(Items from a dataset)
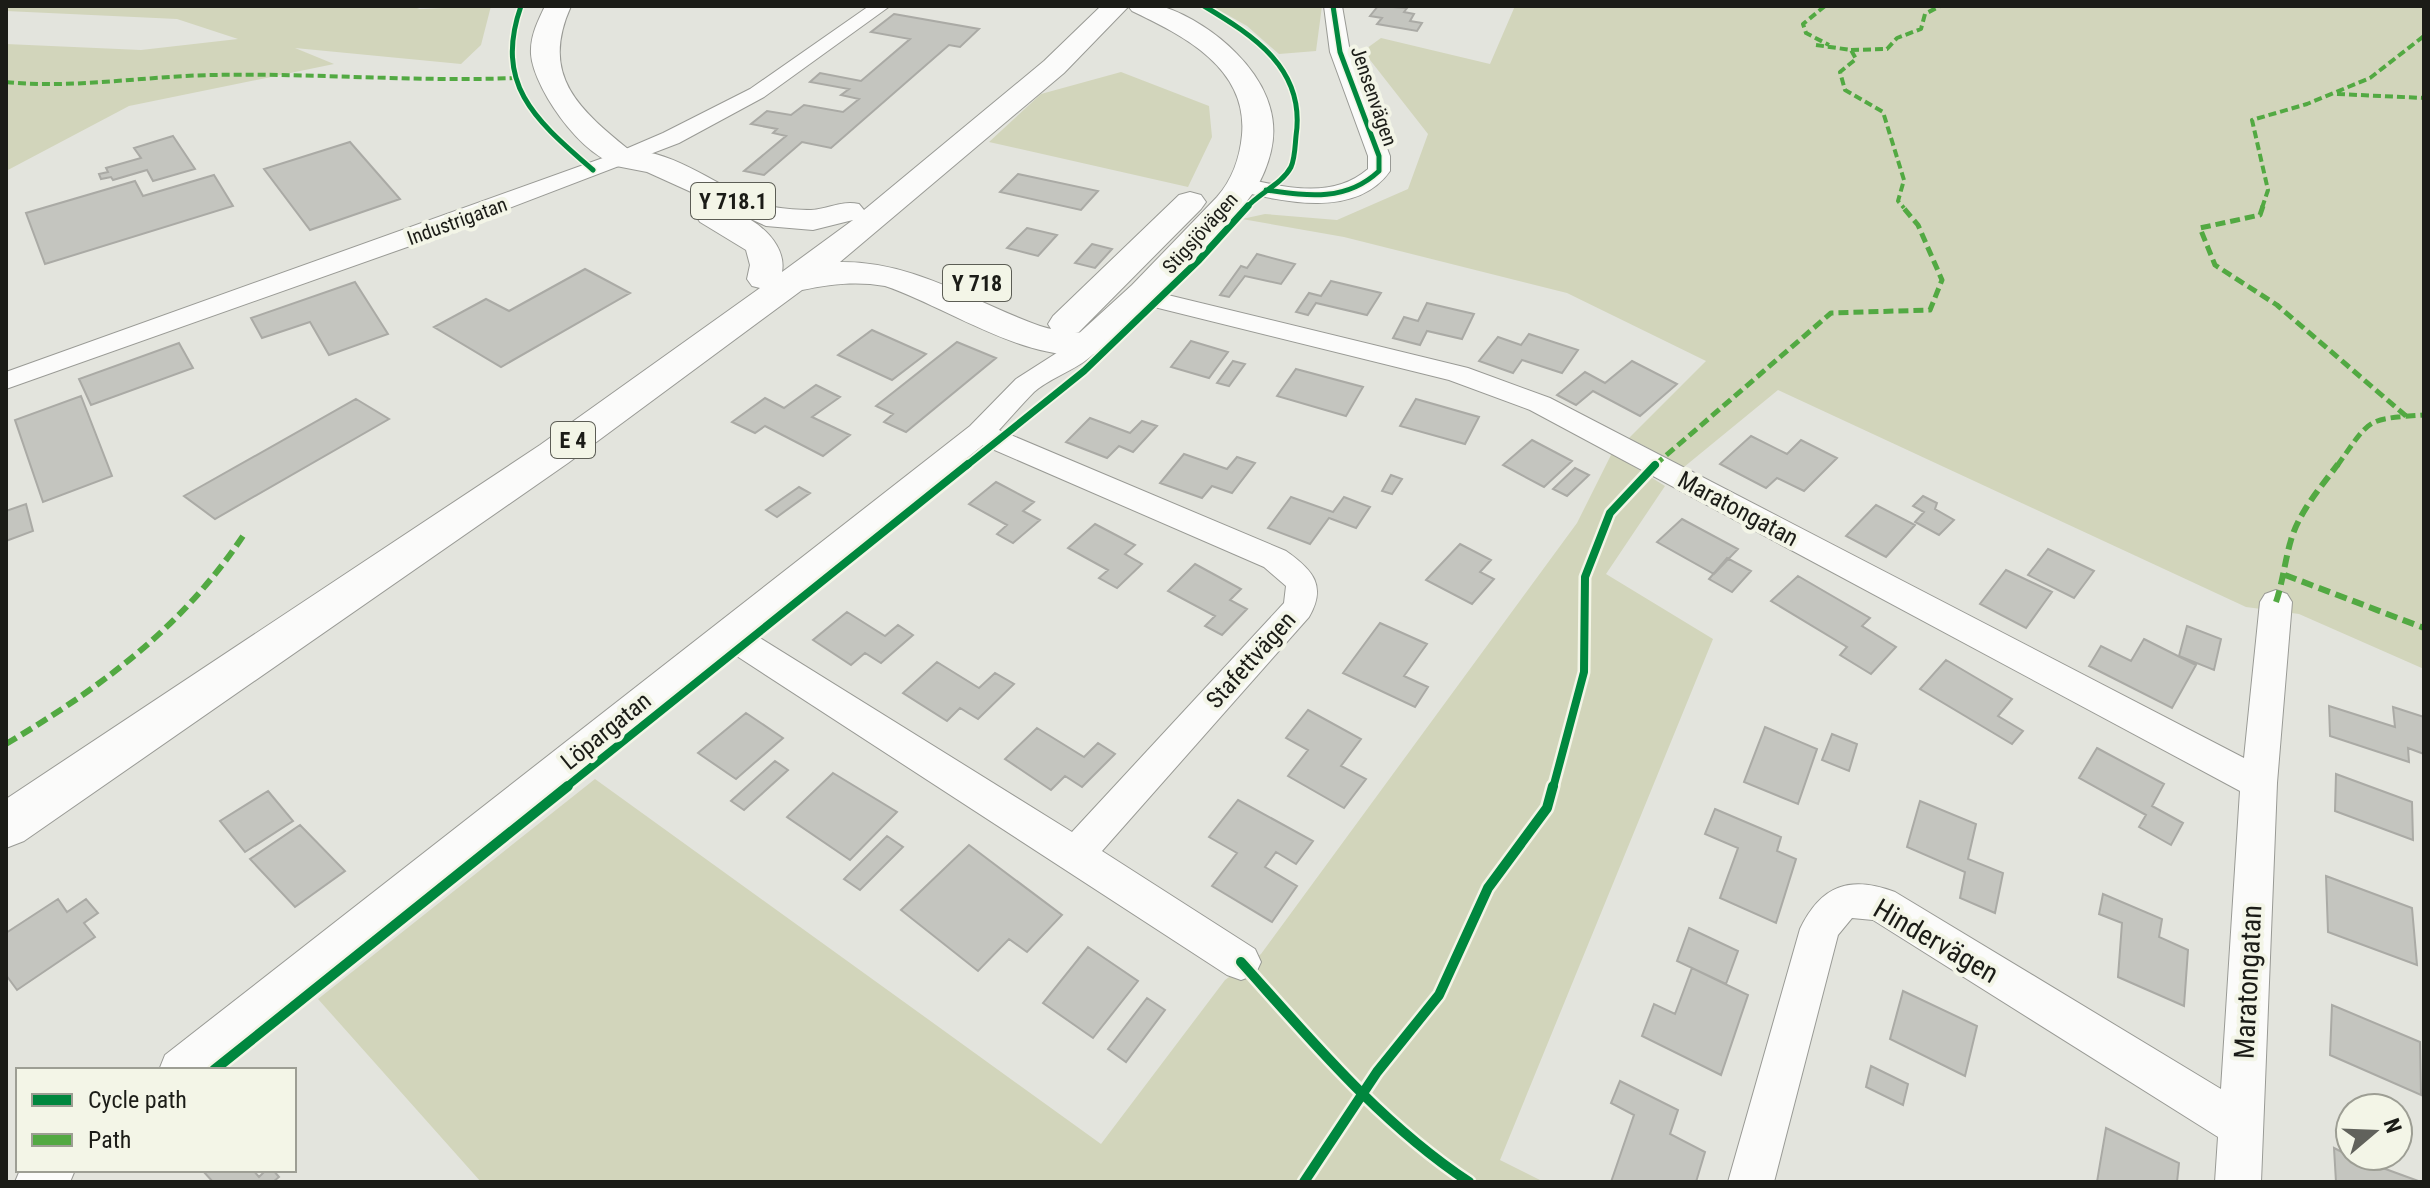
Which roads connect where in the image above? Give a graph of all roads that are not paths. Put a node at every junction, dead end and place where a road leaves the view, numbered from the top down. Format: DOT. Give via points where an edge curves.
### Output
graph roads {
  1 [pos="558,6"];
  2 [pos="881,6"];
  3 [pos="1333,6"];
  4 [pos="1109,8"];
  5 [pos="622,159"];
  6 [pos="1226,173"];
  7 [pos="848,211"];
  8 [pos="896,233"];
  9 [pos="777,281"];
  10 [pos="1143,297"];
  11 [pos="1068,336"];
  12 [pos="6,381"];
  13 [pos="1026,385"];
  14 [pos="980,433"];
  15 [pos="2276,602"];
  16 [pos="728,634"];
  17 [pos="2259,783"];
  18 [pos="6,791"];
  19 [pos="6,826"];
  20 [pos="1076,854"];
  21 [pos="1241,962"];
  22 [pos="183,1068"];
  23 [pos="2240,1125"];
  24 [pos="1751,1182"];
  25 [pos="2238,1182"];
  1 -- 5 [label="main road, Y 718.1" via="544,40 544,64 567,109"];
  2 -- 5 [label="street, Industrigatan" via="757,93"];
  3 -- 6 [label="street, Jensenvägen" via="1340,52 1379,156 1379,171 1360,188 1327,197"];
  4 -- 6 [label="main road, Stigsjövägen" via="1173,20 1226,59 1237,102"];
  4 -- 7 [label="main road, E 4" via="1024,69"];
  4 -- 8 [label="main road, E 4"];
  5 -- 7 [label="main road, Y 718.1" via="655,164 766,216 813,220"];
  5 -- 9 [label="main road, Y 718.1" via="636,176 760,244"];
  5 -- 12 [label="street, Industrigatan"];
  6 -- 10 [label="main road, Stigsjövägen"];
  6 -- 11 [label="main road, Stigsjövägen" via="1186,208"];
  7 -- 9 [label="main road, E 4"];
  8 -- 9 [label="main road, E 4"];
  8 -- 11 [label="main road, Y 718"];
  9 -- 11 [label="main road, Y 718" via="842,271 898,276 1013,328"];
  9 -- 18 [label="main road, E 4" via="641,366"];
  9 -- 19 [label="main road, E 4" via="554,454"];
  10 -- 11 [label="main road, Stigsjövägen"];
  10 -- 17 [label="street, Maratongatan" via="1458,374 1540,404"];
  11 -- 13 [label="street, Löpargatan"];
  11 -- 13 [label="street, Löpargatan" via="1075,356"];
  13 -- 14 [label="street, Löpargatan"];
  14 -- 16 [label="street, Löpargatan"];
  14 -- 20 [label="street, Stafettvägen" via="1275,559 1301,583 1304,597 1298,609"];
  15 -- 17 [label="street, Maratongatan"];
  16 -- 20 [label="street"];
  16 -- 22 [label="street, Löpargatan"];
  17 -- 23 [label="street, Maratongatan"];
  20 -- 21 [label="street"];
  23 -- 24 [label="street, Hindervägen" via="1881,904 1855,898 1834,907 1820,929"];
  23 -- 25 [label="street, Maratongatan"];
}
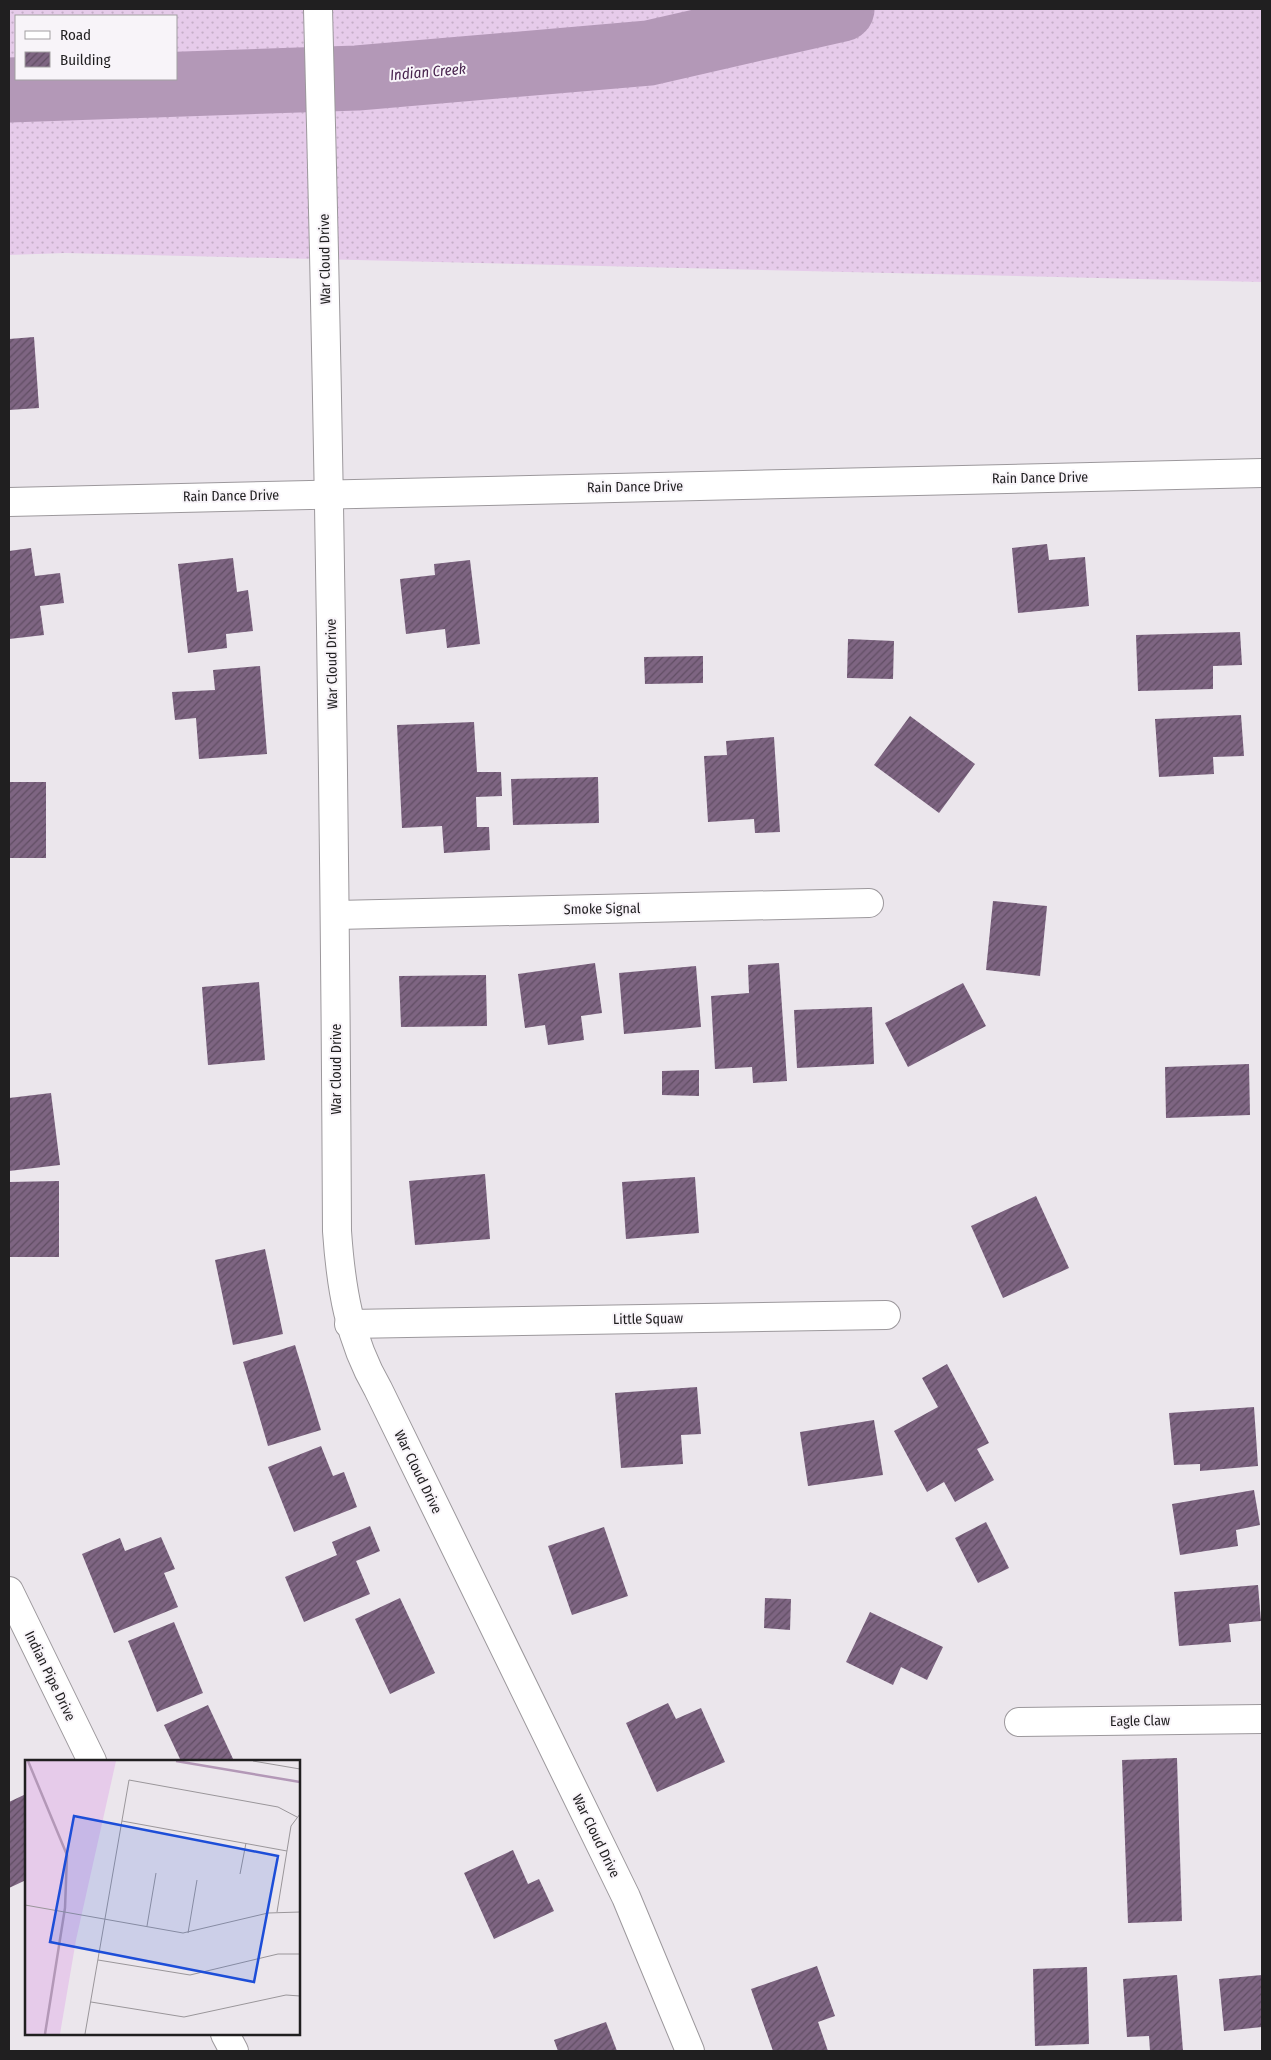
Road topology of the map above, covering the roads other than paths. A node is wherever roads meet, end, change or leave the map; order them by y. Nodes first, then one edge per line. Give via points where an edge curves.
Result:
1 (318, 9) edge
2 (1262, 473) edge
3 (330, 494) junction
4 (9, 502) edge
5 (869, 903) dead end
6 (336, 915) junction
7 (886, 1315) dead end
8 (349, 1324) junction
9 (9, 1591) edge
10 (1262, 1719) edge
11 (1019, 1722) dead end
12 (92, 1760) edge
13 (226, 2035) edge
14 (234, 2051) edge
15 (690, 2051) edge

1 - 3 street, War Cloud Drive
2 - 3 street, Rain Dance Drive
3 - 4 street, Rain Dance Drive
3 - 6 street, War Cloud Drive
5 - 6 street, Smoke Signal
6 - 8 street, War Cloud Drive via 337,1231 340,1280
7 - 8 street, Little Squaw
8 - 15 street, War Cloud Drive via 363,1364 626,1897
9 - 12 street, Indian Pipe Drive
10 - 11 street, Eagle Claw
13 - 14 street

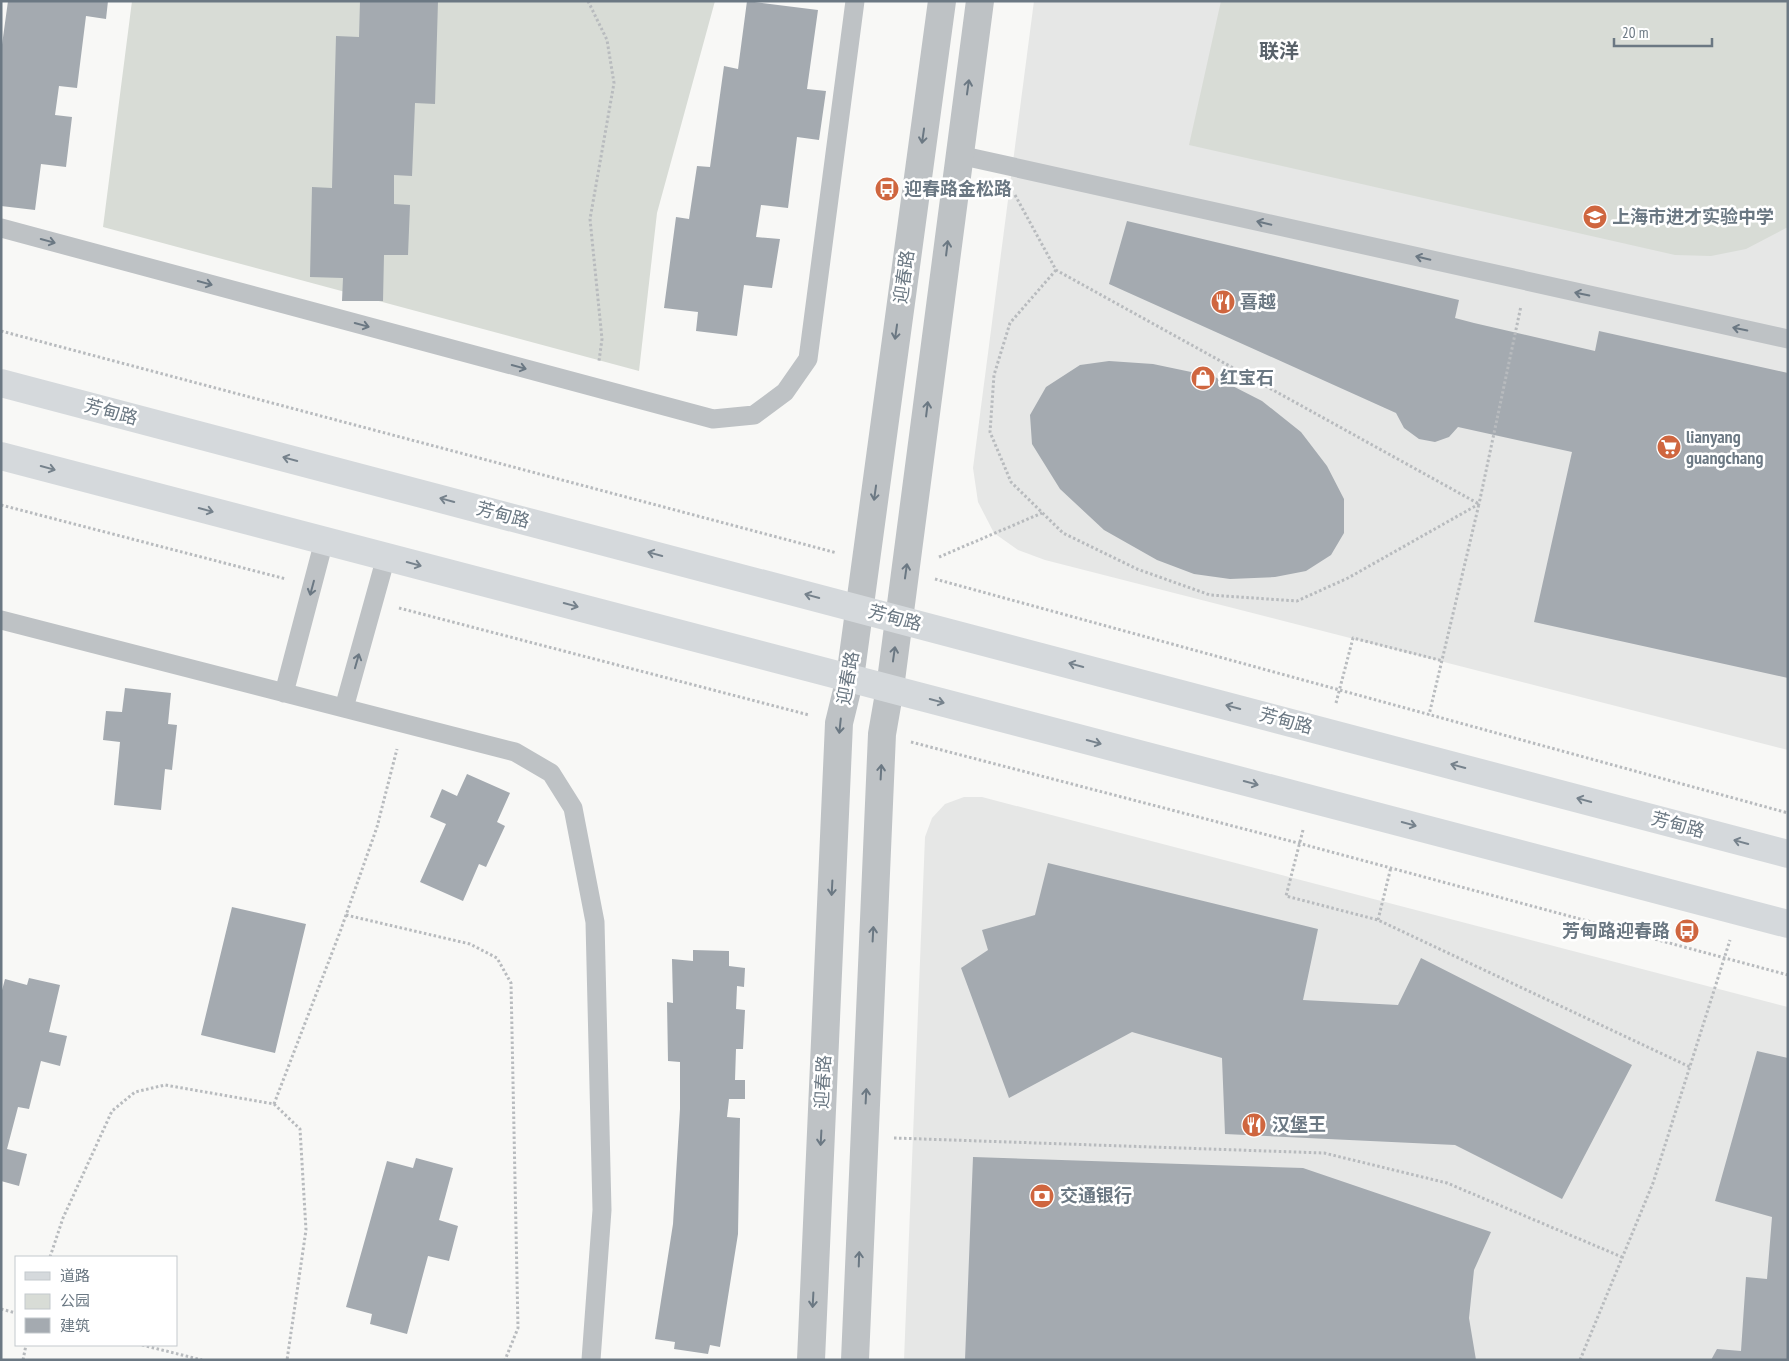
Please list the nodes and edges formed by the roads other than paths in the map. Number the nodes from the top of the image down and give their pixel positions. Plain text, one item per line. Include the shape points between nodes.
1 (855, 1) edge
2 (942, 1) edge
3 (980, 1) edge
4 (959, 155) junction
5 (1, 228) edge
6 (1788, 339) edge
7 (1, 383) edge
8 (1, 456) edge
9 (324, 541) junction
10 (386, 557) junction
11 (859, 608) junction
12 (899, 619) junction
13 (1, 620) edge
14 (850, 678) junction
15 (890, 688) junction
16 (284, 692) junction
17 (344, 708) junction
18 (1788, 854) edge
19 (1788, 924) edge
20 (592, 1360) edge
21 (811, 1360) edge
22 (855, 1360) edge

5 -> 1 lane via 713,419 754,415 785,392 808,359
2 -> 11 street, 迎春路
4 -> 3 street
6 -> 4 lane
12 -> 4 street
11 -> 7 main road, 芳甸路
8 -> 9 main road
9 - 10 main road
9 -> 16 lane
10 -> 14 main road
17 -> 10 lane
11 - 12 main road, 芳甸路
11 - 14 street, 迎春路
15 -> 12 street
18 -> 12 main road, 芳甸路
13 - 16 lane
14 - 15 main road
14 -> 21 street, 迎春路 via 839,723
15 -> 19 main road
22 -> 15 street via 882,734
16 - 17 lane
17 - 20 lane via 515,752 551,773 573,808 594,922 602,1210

:: Aim of the task ::
Among the records above, find each line holding "Industrigatan" and list it.

:: Finished exercise ::
  2 -- 5 [label="street, Industrigatan" via="757,93"];
  5 -- 12 [label="street, Industrigatan"];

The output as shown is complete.